Course Goals for Students

  • Gain familiarity with basic approaches to problem solving and inference and areas of application
  • Demonstrate familiarity with basic and advanced approaches to exploiting regularity in data and areas of application
  • Demonstrate familiarity with computational theories of aspects of human intelligence and the role of those theories in applications
  • Gain familiarity with techniques for improving human learning and influencing human thought

Instructor Interview

Patrick Winston, Ford Professor of Artificial Intelligence and Computer Science. (Photograph by Azeddine Tahiri. Used with permission.)

In the following pages, Professor Patrick Winston describes various aspects of how he teaches 6.034 Artificial Intelligence.

Note: For additional insights from Professor Winston, please see “Looking at the Numbers” in the MIT Faculty Newsletter.
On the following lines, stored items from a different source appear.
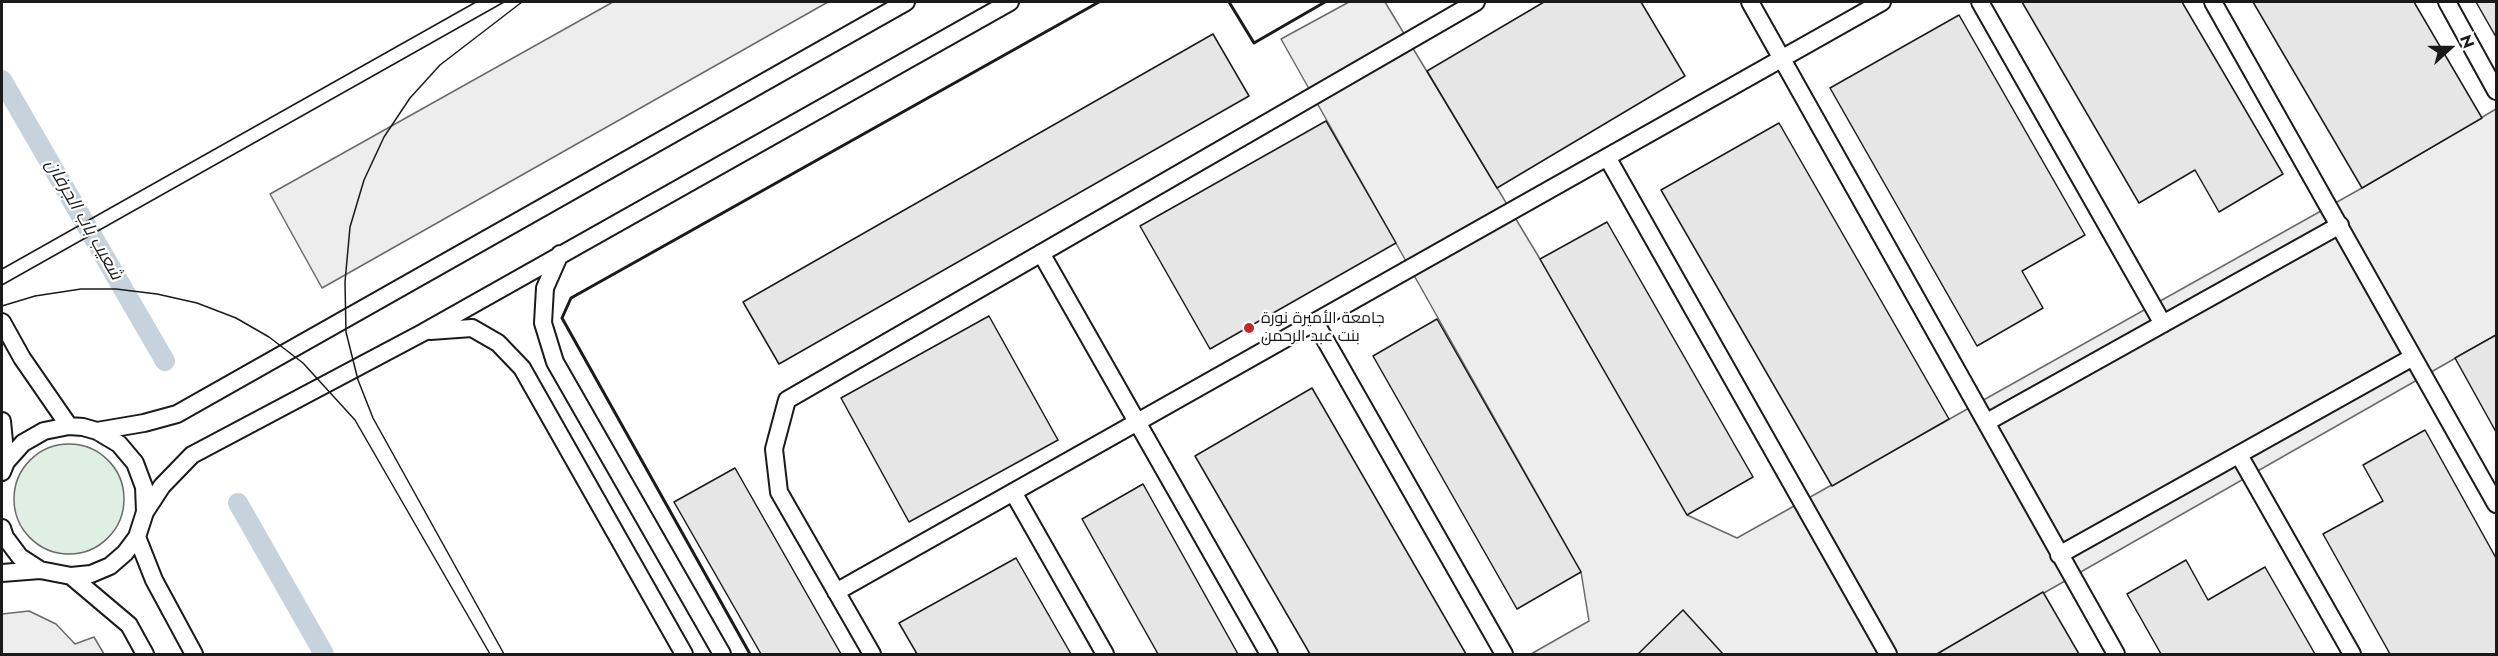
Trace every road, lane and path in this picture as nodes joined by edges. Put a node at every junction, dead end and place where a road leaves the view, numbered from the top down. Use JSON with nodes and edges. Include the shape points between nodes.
{"nodes":[{"id":1,"x":906,"y":2,"type":"edge"},
{"id":2,"x":1010,"y":2,"type":"edge"},
{"id":3,"x":1476,"y":2,"type":"edge"},
{"id":4,"x":1750,"y":2,"type":"edge"},
{"id":5,"x":1882,"y":2,"type":"edge"},
{"id":6,"x":1980,"y":2,"type":"edge"},
{"id":7,"x":2213,"y":2,"type":"edge"},
{"id":8,"x":2447,"y":2,"type":"edge"},
{"id":9,"x":1782,"y":58,"type":"junction"},
{"id":10,"x":2496,"y":91,"type":"edge"},
{"id":11,"x":1607,"y":157,"type":"junction"},
{"id":12,"x":2340,"y":225,"type":"junction"},
{"id":13,"x":1041,"y":253,"type":"junction"},
{"id":14,"x":560,"y":254,"type":"junction"},
{"id":15,"x":2,"y":322,"type":"edge"},
{"id":16,"x":1315,"y":322,"type":"junction"},
{"id":17,"x":2163,"y":324,"type":"junction"},
{"id":18,"x":424,"y":332,"type":"junction"},
{"id":19,"x":2413,"y":357,"type":"junction"},
{"id":20,"x":2,"y":421,"type":"edge"},
{"id":21,"x":1137,"y":422,"type":"junction"},
{"id":22,"x":1987,"y":422,"type":"junction"},
{"id":23,"x":69,"y":426,"type":"junction"},
{"id":24,"x":97,"y":431,"type":"junction"},
{"id":25,"x":2239,"y":455,"type":"junction"},
{"id":26,"x":4,"y":467,"type":"edge"},
{"id":27,"x":1013,"y":492,"type":"junction"},
{"id":28,"x":2496,"y":504,"type":"edge"},
{"id":29,"x":145,"y":512,"type":"junction"},
{"id":30,"x":2,"y":528,"type":"edge"},
{"id":31,"x":137,"y":537,"type":"junction"},
{"id":32,"x":2059,"y":555,"type":"junction"},
{"id":33,"x":40,"y":570,"type":"junction"},
{"id":34,"x":2,"y":573,"type":"edge"},
{"id":35,"x":71,"y":576,"type":"junction"},
{"id":36,"x":836,"y":592,"type":"junction"},
{"id":37,"x":145,"y":654,"type":"edge"},
{"id":38,"x":194,"y":654,"type":"edge"},
{"id":39,"x":684,"y":654,"type":"edge"},
{"id":40,"x":722,"y":654,"type":"edge"},
{"id":41,"x":872,"y":654,"type":"edge"},
{"id":42,"x":1106,"y":654,"type":"edge"},
{"id":43,"x":1269,"y":654,"type":"edge"},
{"id":44,"x":1504,"y":654,"type":"edge"},
{"id":45,"x":1888,"y":654,"type":"edge"},
{"id":46,"x":2116,"y":654,"type":"edge"},
{"id":47,"x":2352,"y":654,"type":"edge"}],
"edges":[{"from":1,"to":24,"type":"street","via":[[177,414]]},
{"from":2,"to":14,"type":"street"},
{"from":3,"to":13,"type":"street"},
{"from":4,"to":9,"type":"street"},
{"from":5,"to":9,"type":"street"},
{"from":6,"to":17,"type":"street"},
{"from":7,"to":12,"type":"street"},
{"from":8,"to":10,"type":"street"},
{"from":9,"to":11,"type":"street"},
{"from":9,"to":22,"type":"street"},
{"from":11,"to":16,"type":"street"},
{"from":11,"to":45,"type":"street"},
{"from":12,"to":17,"type":"street"},
{"from":12,"to":19,"type":"street"},
{"from":13,"to":21,"type":"street"},
{"from":13,"to":36,"type":"street","via":[[787,400],[774,449],[779,492]]},
{"from":14,"to":18,"type":"street"},
{"from":14,"to":40,"type":"street","via":[[545,288],[543,322],[555,362]]},
{"from":15,"to":23,"type":"street"},
{"from":16,"to":21,"type":"street"},
{"from":16,"to":44,"type":"street"},
{"from":17,"to":22,"type":"street"},
{"from":18,"to":29,"type":"street","via":[[192,455],[162,486]]},
{"from":18,"to":39,"type":"street","via":[[472,328],[498,343],[522,368]]},
{"from":19,"to":25,"type":"street"},
{"from":19,"to":28,"type":"street"},
{"from":20,"to":26,"type":"street"},
{"from":21,"to":27,"type":"street"},
{"from":21,"to":43,"type":"street"},
{"from":22,"to":32,"type":"street"},
{"from":23,"to":24,"type":"street"},
{"from":23,"to":26,"type":"street","via":[[44,430],[23,443]]},
{"from":24,"to":29,"type":"street","via":[[119,444],[135,463],[144,487]]},
{"from":25,"to":32,"type":"street"},
{"from":25,"to":47,"type":"street"},
{"from":27,"to":36,"type":"street"},
{"from":27,"to":42,"type":"street"},
{"from":29,"to":31,"type":"street"},
{"from":30,"to":33,"type":"street","via":[[20,557]]},
{"from":31,"to":35,"type":"street","via":[[110,566],[91,574]]},
{"from":31,"to":38,"type":"street","via":[[154,580]]},
{"from":32,"to":46,"type":"street"},
{"from":33,"to":34,"type":"street"},
{"from":33,"to":35,"type":"street"},
{"from":35,"to":37,"type":"street","via":[[129,625]]},
{"from":36,"to":41,"type":"street"}]}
Teaching Assistant Interview

Teaching assistants play an important role in the learning experiences of students enrolled in 6.034 Artificial Intelligence. Each teaching assistant holds office hours once a week, along with recitation sessions for two sections of 20 students once a week. A head teaching assistant coordinates and supports the work of the 12-member teaching assistant team. In the following pages, Jessica Noss, the head teaching assistant during the fall 2015 semester, and Dylan Holmes, a former head teaching assistant and a supervisor in the fall 2015 semester, share their insights about facilitating students’ learning in the course.

Curriculum Information

Prerequisites

6.01 Introduction to Electrical Engineering and Computer Science I

6.034 Artificial Intelligence is not centered on programming, but most of the homework requires an understanding of programming and working out small programs. The quizzes and final exam do not include questions that require any knowledge of Python programming. Students who can program, but are unfamiliar with Python, will have to spend some time learning this language; students with no programming experience are advised not to take the subject.

Requirements Satisfied

6.034 Artificial Intelligence can be applied toward a Bachelor of Science in Computer Science and Engineering (PDF), but is not required.

Offered

Every fall semester

Student Information

Enrollment

About 300 students

Breakdown by Year

Mostly Sophomores, Juniors, and Seniors

Breakdown by Major

Mostly computer science and engineering majors

Assessment

The students’ grades were based on the following activities:

  • 60% Assessment on core material
  • 20% Assessment on spiritual and Right Now talk material.
  • 20% Labs

“Spiritual” material refers to lectures not considered part of the core skill set; the “Right Now” material refers to lectures given by what’s-happening-right-now guest lecturers.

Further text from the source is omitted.